Gradually, even the most rabid partisans on the committee seemed to understand they were confronted with a case of serious numbskullery rather than clever skullduggery. What to do? Nothing very honorable, as it happened: lacking much evidence of scandal, the Republicans sought to create an embarrassment. They commenced, without even a hint of irony, the sort of invasion of privacy they’d been hoping to pin on Livingstone. According to his FBI file, the galoot had used drugs. ““You had a drug problem?’’ he was asked. No, not a problem. And William Kennedy, his nominal superior, was asked, ““You hired Livingstone despite his drug use?''

As the interrogation proceeded, I noticed that Congressman Sonny Bono – a Republican who had made a fortune by appearing, for years, to be stoned on network television – was observing the proceedings. Afterward, I asked him if he’d been comfortable with what he’d seen. ““Yeah. Well. I guess. Why not?’’ he said, and scurried away.

Why not? Because this sort of witch hunt may limit his own career prospects. Because, with this “"-gate’’ opened, Sonny Bono could never be appointed ambassador to Italy without worrying that Democrats might call some publicity-seeking greaseball who’d claim to have smoked a banana peel with him in Katmandu. And far more important: because the viciousness and triviality of public life in Washington has created a deep national skepticism – a discounting of all these silly “"-gates,’’ an assumption that they’re all just crooks, that it’s all just politics.

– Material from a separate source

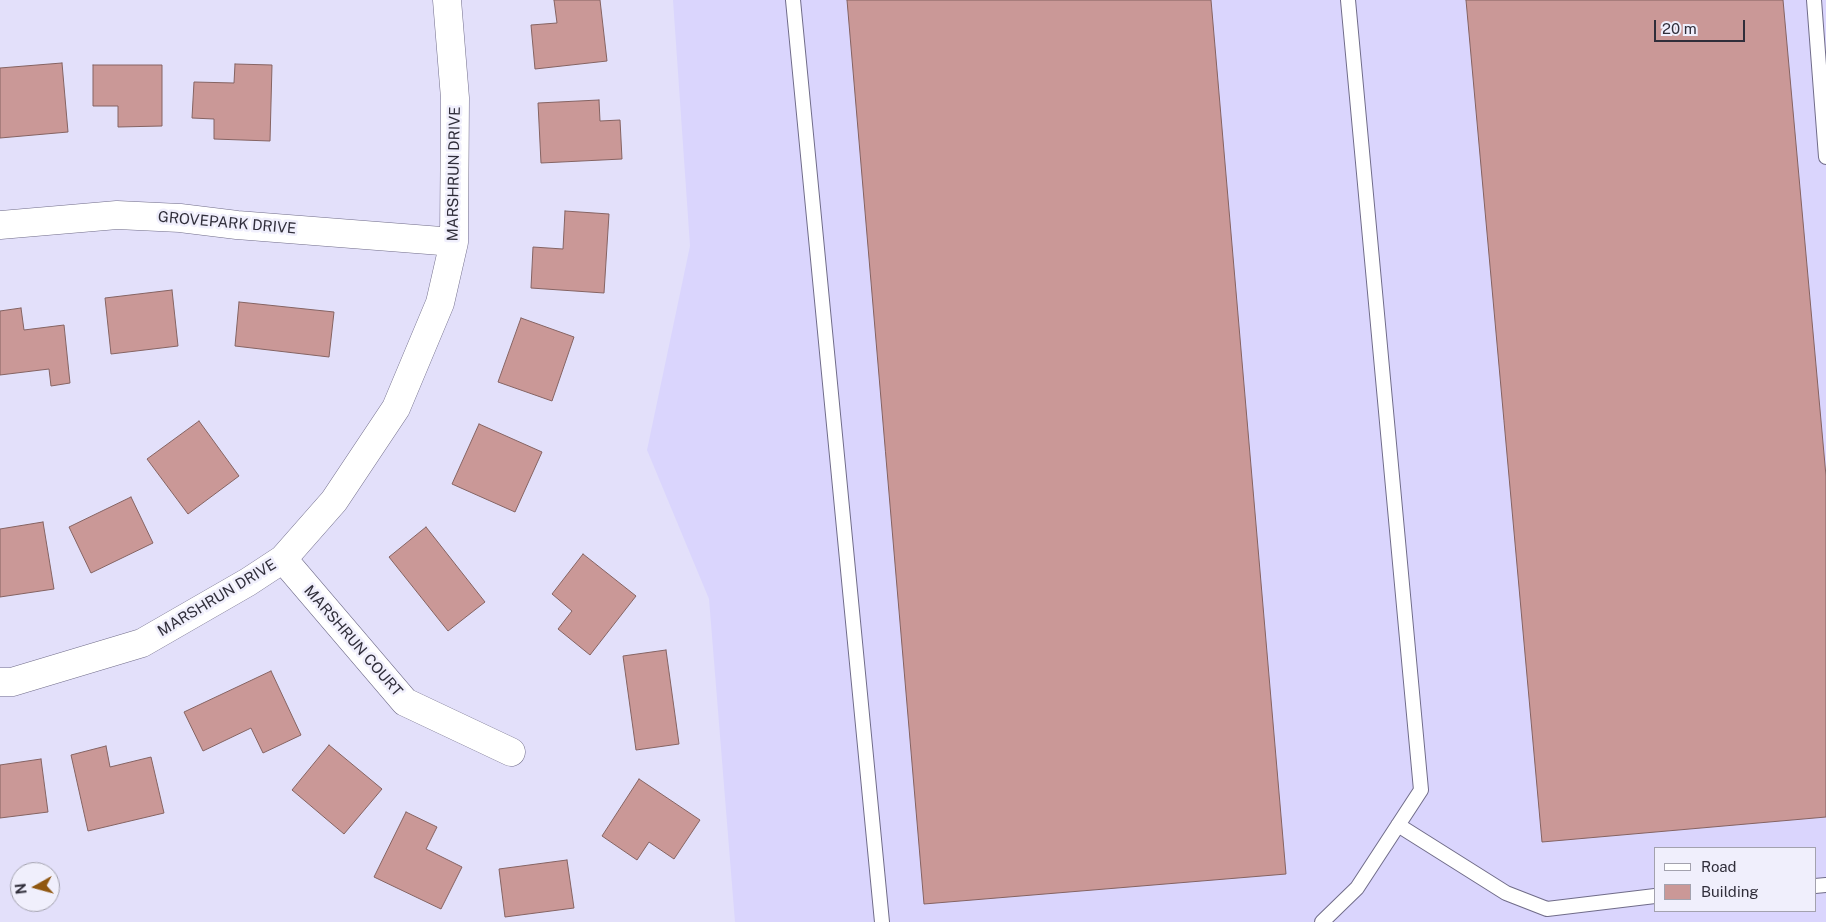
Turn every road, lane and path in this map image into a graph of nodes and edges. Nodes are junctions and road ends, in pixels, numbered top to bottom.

For now, Bill Clinton stands an ironic beneficiary of the sludge tide. None of the ““scandals’’ has dented his lead. Indeed, he may have been inoculated: with so many puny claims cluttering the horizon, it’s going to be difficult for the Republicans to launch their far more serious, and subtle, character attack – on the president’s lack of discipline, his faithlessness (to ideas and people), his affinity for slogans over substance. But if Clinton does survive this pounding, it may mean the revulsion against the “"-gate’’ phenomenon – 20 years of ever-diminishing scandals – is now more intense than the disgust caused by any individual charge. If so, it would be the president’s most memorable public service.